*** Opening of RECORDS FOR THE TASK ***

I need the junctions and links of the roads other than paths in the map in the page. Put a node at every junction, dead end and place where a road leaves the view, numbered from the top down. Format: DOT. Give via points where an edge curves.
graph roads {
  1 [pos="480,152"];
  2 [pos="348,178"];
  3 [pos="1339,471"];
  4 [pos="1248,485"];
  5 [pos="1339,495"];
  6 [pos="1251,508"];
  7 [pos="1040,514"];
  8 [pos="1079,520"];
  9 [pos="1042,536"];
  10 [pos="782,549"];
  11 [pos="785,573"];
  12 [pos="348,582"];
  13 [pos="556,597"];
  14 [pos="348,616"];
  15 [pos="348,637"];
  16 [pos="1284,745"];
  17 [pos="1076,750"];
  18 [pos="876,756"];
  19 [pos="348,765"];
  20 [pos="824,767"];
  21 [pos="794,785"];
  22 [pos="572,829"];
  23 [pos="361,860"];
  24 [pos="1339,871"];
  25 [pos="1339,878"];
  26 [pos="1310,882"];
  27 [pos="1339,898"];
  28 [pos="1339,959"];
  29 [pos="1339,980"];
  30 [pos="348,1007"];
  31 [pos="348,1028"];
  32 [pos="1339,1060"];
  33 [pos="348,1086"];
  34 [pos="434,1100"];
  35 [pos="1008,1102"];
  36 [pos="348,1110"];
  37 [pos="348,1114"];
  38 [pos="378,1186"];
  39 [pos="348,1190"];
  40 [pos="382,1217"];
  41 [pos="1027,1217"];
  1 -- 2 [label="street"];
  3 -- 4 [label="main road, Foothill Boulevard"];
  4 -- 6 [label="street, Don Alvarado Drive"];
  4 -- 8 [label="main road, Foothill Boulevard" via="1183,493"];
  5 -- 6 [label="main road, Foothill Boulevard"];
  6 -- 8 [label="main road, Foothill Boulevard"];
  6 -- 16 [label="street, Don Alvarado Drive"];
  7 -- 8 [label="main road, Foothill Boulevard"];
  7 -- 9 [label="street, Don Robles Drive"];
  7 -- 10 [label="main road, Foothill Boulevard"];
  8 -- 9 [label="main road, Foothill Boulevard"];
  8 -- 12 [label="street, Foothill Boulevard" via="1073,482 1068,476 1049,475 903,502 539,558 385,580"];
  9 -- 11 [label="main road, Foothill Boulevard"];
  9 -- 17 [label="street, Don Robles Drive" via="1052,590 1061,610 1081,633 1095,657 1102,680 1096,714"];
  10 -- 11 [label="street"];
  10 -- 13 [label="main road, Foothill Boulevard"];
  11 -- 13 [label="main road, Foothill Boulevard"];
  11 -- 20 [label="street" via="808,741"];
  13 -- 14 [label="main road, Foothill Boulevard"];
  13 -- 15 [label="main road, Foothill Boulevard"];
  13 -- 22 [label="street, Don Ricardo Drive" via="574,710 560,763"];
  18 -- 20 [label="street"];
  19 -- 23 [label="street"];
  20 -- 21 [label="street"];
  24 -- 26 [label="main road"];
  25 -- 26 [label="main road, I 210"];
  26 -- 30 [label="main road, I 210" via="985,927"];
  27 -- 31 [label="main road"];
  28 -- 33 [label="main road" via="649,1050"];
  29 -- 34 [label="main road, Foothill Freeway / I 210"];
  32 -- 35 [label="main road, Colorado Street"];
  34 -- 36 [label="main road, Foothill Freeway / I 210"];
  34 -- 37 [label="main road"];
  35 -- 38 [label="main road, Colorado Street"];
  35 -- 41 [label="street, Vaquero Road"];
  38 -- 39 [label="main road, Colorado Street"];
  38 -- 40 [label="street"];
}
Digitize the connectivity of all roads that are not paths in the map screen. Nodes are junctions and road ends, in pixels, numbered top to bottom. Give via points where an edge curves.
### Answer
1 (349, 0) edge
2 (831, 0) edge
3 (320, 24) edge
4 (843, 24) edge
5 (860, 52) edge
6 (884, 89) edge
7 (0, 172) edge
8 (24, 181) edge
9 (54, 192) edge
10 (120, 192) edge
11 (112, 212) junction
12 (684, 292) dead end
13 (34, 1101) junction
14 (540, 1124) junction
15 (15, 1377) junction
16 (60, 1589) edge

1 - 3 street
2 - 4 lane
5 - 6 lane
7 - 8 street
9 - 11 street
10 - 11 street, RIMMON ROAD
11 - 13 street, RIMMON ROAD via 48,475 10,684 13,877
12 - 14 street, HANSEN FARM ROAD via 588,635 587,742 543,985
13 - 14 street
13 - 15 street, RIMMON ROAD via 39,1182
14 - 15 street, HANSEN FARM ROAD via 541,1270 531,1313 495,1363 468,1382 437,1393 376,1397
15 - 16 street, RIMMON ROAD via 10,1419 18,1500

*** Close of RECORDS FOR THE TASK ***

__TASK DIRECTIONS__. Give the listing above again in full, exactly as written.

__RESULT FOR THIS TASK__.
I need the junctions and links of the roads other than paths in the map in the page. Put a node at every junction, dead end and place where a road leaves the view, numbered from the top down. Format: DOT. Give via points where an edge curves.
graph roads {
  1 [pos="480,152"];
  2 [pos="348,178"];
  3 [pos="1339,471"];
  4 [pos="1248,485"];
  5 [pos="1339,495"];
  6 [pos="1251,508"];
  7 [pos="1040,514"];
  8 [pos="1079,520"];
  9 [pos="1042,536"];
  10 [pos="782,549"];
  11 [pos="785,573"];
  12 [pos="348,582"];
  13 [pos="556,597"];
  14 [pos="348,616"];
  15 [pos="348,637"];
  16 [pos="1284,745"];
  17 [pos="1076,750"];
  18 [pos="876,756"];
  19 [pos="348,765"];
  20 [pos="824,767"];
  21 [pos="794,785"];
  22 [pos="572,829"];
  23 [pos="361,860"];
  24 [pos="1339,871"];
  25 [pos="1339,878"];
  26 [pos="1310,882"];
  27 [pos="1339,898"];
  28 [pos="1339,959"];
  29 [pos="1339,980"];
  30 [pos="348,1007"];
  31 [pos="348,1028"];
  32 [pos="1339,1060"];
  33 [pos="348,1086"];
  34 [pos="434,1100"];
  35 [pos="1008,1102"];
  36 [pos="348,1110"];
  37 [pos="348,1114"];
  38 [pos="378,1186"];
  39 [pos="348,1190"];
  40 [pos="382,1217"];
  41 [pos="1027,1217"];
  1 -- 2 [label="street"];
  3 -- 4 [label="main road, Foothill Boulevard"];
  4 -- 6 [label="street, Don Alvarado Drive"];
  4 -- 8 [label="main road, Foothill Boulevard" via="1183,493"];
  5 -- 6 [label="main road, Foothill Boulevard"];
  6 -- 8 [label="main road, Foothill Boulevard"];
  6 -- 16 [label="street, Don Alvarado Drive"];
  7 -- 8 [label="main road, Foothill Boulevard"];
  7 -- 9 [label="street, Don Robles Drive"];
  7 -- 10 [label="main road, Foothill Boulevard"];
  8 -- 9 [label="main road, Foothill Boulevard"];
  8 -- 12 [label="street, Foothill Boulevard" via="1073,482 1068,476 1049,475 903,502 539,558 385,580"];
  9 -- 11 [label="main road, Foothill Boulevard"];
  9 -- 17 [label="street, Don Robles Drive" via="1052,590 1061,610 1081,633 1095,657 1102,680 1096,714"];
  10 -- 11 [label="street"];
  10 -- 13 [label="main road, Foothill Boulevard"];
  11 -- 13 [label="main road, Foothill Boulevard"];
  11 -- 20 [label="street" via="808,741"];
  13 -- 14 [label="main road, Foothill Boulevard"];
  13 -- 15 [label="main road, Foothill Boulevard"];
  13 -- 22 [label="street, Don Ricardo Drive" via="574,710 560,763"];
  18 -- 20 [label="street"];
  19 -- 23 [label="street"];
  20 -- 21 [label="street"];
  24 -- 26 [label="main road"];
  25 -- 26 [label="main road, I 210"];
  26 -- 30 [label="main road, I 210" via="985,927"];
  27 -- 31 [label="main road"];
  28 -- 33 [label="main road" via="649,1050"];
  29 -- 34 [label="main road, Foothill Freeway / I 210"];
  32 -- 35 [label="main road, Colorado Street"];
  34 -- 36 [label="main road, Foothill Freeway / I 210"];
  34 -- 37 [label="main road"];
  35 -- 38 [label="main road, Colorado Street"];
  35 -- 41 [label="street, Vaquero Road"];
  38 -- 39 [label="main road, Colorado Street"];
  38 -- 40 [label="street"];
}
Digitize the connectivity of all roads that are not paths in the map screen. Nodes are junctions and road ends, in pixels, numbered top to bottom. Give via points where an edge curves.
### Answer
1 (349, 0) edge
2 (831, 0) edge
3 (320, 24) edge
4 (843, 24) edge
5 (860, 52) edge
6 (884, 89) edge
7 (0, 172) edge
8 (24, 181) edge
9 (54, 192) edge
10 (120, 192) edge
11 (112, 212) junction
12 (684, 292) dead end
13 (34, 1101) junction
14 (540, 1124) junction
15 (15, 1377) junction
16 (60, 1589) edge

1 - 3 street
2 - 4 lane
5 - 6 lane
7 - 8 street
9 - 11 street
10 - 11 street, RIMMON ROAD
11 - 13 street, RIMMON ROAD via 48,475 10,684 13,877
12 - 14 street, HANSEN FARM ROAD via 588,635 587,742 543,985
13 - 14 street
13 - 15 street, RIMMON ROAD via 39,1182
14 - 15 street, HANSEN FARM ROAD via 541,1270 531,1313 495,1363 468,1382 437,1393 376,1397
15 - 16 street, RIMMON ROAD via 10,1419 18,1500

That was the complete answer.